Show every line from the data below that includes "than".

__Data for analysis__:
====

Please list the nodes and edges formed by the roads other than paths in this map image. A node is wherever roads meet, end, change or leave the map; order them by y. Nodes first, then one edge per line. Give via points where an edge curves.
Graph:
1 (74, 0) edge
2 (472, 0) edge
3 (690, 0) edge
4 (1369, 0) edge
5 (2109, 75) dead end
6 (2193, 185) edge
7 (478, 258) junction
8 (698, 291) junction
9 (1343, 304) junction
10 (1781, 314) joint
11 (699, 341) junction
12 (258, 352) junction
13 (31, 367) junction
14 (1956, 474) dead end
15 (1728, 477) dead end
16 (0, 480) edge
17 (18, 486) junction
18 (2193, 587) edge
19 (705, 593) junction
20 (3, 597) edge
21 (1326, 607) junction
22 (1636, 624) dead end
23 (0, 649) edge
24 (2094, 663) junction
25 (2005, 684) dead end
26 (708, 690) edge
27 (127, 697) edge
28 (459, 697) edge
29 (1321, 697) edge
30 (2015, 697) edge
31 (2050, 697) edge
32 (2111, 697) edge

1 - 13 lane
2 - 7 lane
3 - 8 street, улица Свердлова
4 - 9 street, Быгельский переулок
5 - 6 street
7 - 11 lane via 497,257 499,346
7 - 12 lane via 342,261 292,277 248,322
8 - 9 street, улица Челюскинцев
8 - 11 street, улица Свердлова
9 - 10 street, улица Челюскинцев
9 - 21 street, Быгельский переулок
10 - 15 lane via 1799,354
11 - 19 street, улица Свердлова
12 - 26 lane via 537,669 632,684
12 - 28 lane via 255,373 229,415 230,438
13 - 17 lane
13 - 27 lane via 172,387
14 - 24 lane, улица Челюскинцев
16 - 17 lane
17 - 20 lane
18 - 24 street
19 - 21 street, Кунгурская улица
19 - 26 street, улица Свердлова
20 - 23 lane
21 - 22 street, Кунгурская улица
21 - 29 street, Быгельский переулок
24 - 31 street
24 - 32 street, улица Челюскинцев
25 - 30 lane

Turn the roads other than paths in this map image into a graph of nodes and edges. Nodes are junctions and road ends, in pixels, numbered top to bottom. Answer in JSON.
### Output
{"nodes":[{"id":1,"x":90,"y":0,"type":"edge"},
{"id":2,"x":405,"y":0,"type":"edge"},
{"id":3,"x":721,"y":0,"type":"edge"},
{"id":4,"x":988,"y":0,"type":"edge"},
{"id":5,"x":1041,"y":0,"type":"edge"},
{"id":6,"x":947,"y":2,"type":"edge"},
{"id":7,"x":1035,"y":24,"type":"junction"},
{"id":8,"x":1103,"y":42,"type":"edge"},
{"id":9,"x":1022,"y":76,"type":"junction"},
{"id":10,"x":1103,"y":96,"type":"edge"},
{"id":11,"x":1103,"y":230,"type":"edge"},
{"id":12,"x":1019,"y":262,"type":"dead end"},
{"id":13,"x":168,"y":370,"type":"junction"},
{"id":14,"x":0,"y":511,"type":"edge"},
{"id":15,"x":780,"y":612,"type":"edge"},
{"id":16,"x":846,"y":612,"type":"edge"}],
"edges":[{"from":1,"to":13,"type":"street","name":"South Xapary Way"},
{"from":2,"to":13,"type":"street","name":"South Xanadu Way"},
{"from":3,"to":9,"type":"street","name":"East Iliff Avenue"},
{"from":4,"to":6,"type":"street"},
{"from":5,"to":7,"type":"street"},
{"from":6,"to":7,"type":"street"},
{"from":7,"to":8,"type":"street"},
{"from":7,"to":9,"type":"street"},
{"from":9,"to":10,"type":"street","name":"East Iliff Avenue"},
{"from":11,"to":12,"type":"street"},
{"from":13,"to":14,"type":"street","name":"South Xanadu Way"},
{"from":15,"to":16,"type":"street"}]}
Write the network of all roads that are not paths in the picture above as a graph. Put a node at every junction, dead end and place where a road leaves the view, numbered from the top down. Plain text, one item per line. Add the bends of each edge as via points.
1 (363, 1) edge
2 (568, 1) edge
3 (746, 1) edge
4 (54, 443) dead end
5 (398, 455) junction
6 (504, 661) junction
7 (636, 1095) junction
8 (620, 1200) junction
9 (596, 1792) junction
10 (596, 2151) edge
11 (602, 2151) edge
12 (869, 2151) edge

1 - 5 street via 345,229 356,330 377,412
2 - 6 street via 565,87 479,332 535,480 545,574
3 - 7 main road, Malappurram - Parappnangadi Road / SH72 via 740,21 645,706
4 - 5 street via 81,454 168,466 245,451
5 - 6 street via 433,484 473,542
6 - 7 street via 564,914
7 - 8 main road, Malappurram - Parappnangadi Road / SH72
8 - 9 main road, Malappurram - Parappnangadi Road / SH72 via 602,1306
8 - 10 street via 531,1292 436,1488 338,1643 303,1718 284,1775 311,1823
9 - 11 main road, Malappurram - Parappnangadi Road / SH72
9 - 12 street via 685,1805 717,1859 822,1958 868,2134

====

__Answer space__:
Please list the nodes and edges formed by the roads other than paths in this map image. A node is wherever roads meet, end, change or leave the map; order them by y. Nodes first, then one edge per line. Give via points where an edge curves.
Turn the roads other than paths in this map image into a graph of nodes and edges. Nodes are junctions and road ends, in pixels, numbered top to bottom. Answer in JSON.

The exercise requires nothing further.